С первых минут самосознания жизнь моя распалась на две части: мысли мои разрознились с моими действиями до такой степени, что сходиться начали уже под влиянием науки, опытности и усилий. Начало жизни моей было, стало быть, сделано наизворот, и, может быть, это и к лучшему. Но к лучшему ли это, к худшему ли, судьба сделала меня таким, и я за это не отвечаю. Я спохватился поздно, когда прошло детство, в котором я не знавал бессознательного счастия, когда прошла первая молодость, в которой я не знал ни
А между тем события жизни моей были так расположены, что только требовали деятельности, силы нравственной, и тогда жизнь моя была б завидною для многих. Кто был избавлен от мелочей и одиночества, как я? Кто встречал на пути своем столько любви и привязанности? Кто ставлен был в такую возможность наблюдать и действовать? Перед кем так чисто и ровно расстилалось поле деятельности?
Весь результат жизни и опытности привел меня к тому только, что я вполне ощущаю беспутность означенных порывов и до того мало дорожу ими, что ищу только исхода этим чувствованиям. Иначе сказать, я уравниваю чувственность с сентиментальностью и равно согласился бы быть турецким султаном или нежнейшим любовником, осчастливленным взаимною страстью.
Как хороши чувства юношеской привязанности в осьмнадцать лет, так бестолковы они при своем набеге на человека более зрелого.

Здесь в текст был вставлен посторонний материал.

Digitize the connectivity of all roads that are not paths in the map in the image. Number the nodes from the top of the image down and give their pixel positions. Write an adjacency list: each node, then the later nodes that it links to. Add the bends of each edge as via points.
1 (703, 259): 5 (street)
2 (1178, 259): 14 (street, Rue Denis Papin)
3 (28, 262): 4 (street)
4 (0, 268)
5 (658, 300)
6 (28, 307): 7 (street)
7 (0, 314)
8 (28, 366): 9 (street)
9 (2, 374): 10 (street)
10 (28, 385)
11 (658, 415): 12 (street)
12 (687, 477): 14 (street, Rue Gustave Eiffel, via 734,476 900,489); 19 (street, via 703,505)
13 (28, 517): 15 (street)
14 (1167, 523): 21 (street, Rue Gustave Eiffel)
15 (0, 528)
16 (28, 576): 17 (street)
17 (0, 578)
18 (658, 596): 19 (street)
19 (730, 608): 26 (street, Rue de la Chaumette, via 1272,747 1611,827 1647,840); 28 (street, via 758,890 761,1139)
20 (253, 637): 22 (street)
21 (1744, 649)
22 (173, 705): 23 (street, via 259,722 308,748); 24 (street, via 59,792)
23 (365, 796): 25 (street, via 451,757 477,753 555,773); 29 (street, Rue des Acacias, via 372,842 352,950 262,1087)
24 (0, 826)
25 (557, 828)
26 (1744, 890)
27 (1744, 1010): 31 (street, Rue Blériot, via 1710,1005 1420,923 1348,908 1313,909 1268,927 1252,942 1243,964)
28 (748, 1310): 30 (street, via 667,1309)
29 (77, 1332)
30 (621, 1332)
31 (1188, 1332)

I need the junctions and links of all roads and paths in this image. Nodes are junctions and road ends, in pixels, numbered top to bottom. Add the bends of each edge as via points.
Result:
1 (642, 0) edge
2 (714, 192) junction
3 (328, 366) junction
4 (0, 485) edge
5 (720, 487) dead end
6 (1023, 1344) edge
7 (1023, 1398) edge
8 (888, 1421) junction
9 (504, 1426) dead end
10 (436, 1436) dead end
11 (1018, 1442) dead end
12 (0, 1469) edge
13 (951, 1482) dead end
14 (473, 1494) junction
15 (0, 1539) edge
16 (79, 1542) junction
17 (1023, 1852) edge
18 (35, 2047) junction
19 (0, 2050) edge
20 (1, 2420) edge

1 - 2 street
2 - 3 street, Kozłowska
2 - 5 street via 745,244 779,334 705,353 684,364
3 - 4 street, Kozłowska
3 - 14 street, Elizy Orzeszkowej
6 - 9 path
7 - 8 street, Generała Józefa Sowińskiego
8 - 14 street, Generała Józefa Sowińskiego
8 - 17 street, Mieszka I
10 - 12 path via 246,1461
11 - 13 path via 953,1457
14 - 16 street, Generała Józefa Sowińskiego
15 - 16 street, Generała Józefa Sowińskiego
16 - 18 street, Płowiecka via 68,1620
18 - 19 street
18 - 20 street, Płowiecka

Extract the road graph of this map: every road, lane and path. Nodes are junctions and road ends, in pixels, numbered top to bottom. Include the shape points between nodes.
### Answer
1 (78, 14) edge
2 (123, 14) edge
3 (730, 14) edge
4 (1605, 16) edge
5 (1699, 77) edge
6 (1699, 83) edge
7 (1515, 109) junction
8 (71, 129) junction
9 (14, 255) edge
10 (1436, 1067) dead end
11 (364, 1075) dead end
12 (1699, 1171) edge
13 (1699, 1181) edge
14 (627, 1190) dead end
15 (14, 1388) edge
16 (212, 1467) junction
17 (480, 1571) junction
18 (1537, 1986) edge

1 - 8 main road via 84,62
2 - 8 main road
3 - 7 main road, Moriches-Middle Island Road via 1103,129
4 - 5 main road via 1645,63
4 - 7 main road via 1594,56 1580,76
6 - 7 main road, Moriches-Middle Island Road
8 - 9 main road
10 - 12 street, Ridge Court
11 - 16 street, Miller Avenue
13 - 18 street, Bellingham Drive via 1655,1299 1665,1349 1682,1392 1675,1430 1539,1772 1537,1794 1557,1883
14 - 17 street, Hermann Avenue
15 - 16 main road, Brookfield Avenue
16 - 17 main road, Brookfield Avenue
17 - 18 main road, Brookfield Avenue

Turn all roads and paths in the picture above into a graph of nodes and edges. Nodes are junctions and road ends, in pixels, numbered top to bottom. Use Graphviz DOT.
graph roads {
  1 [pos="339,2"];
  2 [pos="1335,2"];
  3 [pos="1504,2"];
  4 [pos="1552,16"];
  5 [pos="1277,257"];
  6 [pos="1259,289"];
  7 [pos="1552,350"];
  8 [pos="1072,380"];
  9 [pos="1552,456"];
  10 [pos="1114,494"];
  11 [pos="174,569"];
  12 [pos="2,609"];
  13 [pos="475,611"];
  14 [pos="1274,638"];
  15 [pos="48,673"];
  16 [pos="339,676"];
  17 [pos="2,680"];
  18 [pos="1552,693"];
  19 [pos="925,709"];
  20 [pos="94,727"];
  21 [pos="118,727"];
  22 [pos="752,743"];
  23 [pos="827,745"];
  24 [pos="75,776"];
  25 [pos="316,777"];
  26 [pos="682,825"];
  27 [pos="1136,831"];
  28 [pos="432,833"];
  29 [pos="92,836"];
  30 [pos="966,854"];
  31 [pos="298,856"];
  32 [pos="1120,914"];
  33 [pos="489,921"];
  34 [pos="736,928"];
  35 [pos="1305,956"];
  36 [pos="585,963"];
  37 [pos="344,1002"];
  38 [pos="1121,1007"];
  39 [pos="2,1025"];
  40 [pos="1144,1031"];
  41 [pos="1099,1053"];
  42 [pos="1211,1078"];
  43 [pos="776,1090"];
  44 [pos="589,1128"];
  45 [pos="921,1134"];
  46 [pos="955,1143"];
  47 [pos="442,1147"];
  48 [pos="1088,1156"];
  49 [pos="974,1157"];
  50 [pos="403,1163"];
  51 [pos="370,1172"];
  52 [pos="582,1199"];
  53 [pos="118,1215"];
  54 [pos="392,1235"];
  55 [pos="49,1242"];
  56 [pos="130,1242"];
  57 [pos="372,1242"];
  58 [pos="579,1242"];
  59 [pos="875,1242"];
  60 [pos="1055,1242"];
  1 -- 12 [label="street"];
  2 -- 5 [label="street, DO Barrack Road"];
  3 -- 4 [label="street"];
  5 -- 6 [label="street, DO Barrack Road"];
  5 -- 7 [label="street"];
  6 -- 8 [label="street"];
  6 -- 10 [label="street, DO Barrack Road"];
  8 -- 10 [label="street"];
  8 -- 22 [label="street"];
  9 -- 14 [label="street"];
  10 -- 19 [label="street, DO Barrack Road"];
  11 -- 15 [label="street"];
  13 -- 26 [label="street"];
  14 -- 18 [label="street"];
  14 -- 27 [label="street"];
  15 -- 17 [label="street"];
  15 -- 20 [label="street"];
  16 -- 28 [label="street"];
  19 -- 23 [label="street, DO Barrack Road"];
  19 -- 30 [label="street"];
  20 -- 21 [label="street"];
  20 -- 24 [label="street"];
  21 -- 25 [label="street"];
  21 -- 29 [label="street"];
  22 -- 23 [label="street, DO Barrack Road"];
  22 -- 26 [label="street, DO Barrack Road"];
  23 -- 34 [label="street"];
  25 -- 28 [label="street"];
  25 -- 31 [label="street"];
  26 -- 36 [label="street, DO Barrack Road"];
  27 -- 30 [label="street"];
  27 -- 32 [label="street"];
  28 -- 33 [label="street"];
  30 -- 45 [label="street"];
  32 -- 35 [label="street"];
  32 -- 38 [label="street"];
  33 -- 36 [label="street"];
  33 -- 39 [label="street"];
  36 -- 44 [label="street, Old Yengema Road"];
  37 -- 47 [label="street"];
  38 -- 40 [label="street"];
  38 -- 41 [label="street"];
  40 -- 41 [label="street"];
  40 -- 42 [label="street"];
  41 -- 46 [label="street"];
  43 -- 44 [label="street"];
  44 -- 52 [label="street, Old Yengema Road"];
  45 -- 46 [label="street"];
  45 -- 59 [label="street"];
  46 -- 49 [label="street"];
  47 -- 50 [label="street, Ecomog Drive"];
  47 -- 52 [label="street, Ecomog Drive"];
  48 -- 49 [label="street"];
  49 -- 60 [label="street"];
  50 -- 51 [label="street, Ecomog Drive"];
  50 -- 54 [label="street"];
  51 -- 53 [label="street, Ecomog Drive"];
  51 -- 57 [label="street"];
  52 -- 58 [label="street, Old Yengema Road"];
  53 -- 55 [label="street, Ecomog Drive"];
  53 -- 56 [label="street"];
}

Как бы ни был холоден человек, как бы эгоистически ни была развита его натура, приходит для него пора, когда потребность привязанности проявляется со всею силою. Жалкие мы люди с нашими теориями: ведут ли они нас к чему-нибудь? не вся ли жизнь состоит из одного постоянного противоречия теориям, на постройку которых тратили мы столько любви и усилия? Человек должен свершить цикл глупостей, к которым только способна его природа, и хорошо, если глупости эти являются своевременно, тешат своим появлением. Подобно государствам по системе Маккиавелли, все мы проходим одни и те же фазисы[195]
, и напрасна будет борьба, напрасны умствования и упорство. Гордый материалист рано или поздно захочет смотреть на луну и вздыхать у ног какого-нибудь глупого предмета, стоик окажется трусом и дураком, человек, довольный своею судьбою, захочет повеситься и предастся сплину.И все это глупо, все это не вовремя и бесполезно. Так во мне явилось грустное чувство, что-то похожее на сожаление о «погибшей жизни». Кто губил ее? Отчего она «погибла»? Что называется «непогибшая жизнь»? Кто ответит на вопросы эти — избитые, туманные и хитросплетенные?
Легче ли бы мне было, если б в моих воспоминаниях вместо дряни и чепухи хранились бы истории страстные и трогательные, reminiscence'ы[196]
старых порывов и удовлетворенных потребностей? Или и тут самолюбие, и тут эффектность? Не все ли равно, как ни проведено известное число лет? Сидеть в сумерках и перебирать свои воспоминания не то же ли самое, что читать роман, хорошо написанный?Как бы то ни было, но потребность привязанности, потребность, заглушённая и давно уже засыпанная насмешками собственного гордого скептицизма, пробуждается, растет, принимает громадные размеры под гнетом зависти, уныния и бесплодных сожалений. К чему послужило мне быть старее своих лет, если на середине жизни встречают меня чувства, которые хороши только во время первой молодости! На что мне они, эти чувства, бессознательные, беспричинные и
Истина есть идея, никогда не приводимая в исполнение.
В самую чистую пору молодости люди ищут с горячностью какой-то прототип истины, что-то вроде философского камня. Как философский камень давал не одно золото, а и здоровье и знание, так и наше начало должно было дать нам все, чего только душа требовала.
Я, впрочем, не сильно томился от избытка неразрешенных вопросов, потому что скептицизм мой родился вместе со мной.
Один вопрос, однако, сильно мучил меня и заставлял рваться порою лучше любого немецкого философа. То был вопрос о том, все ли кончается с нами на этом свете? Причина такого любопытства была грубо эгоистическая: я сильно любил жизнь и теперь люблю ее очень горячо. Теперь я уже не имею стремления к неразгаданным вопросам. В то время, когда я гонялся за такими высокими предметами, внутренний голос спросил меня: «Чего ты ищешь?»
Я отвечал очень задорно: «Истины».
«Однако, почтеннейший, — продолжал мой внутренний голос, — ежели бы ты и узнал эту истину, ты бы из нее ровно ничего не сделал. Убеждение важно только по мере его применения к практике».
«Ну, я применю его к своей жизни».
«А, вот тут я тебя поймал. Вспомни, сколько передано тебе истин при воспитании, до скольких дошел ты путем опыта, — и рассчитай, что сделал ты с ними? Cain, qu'a tu fait de ton frere?[197]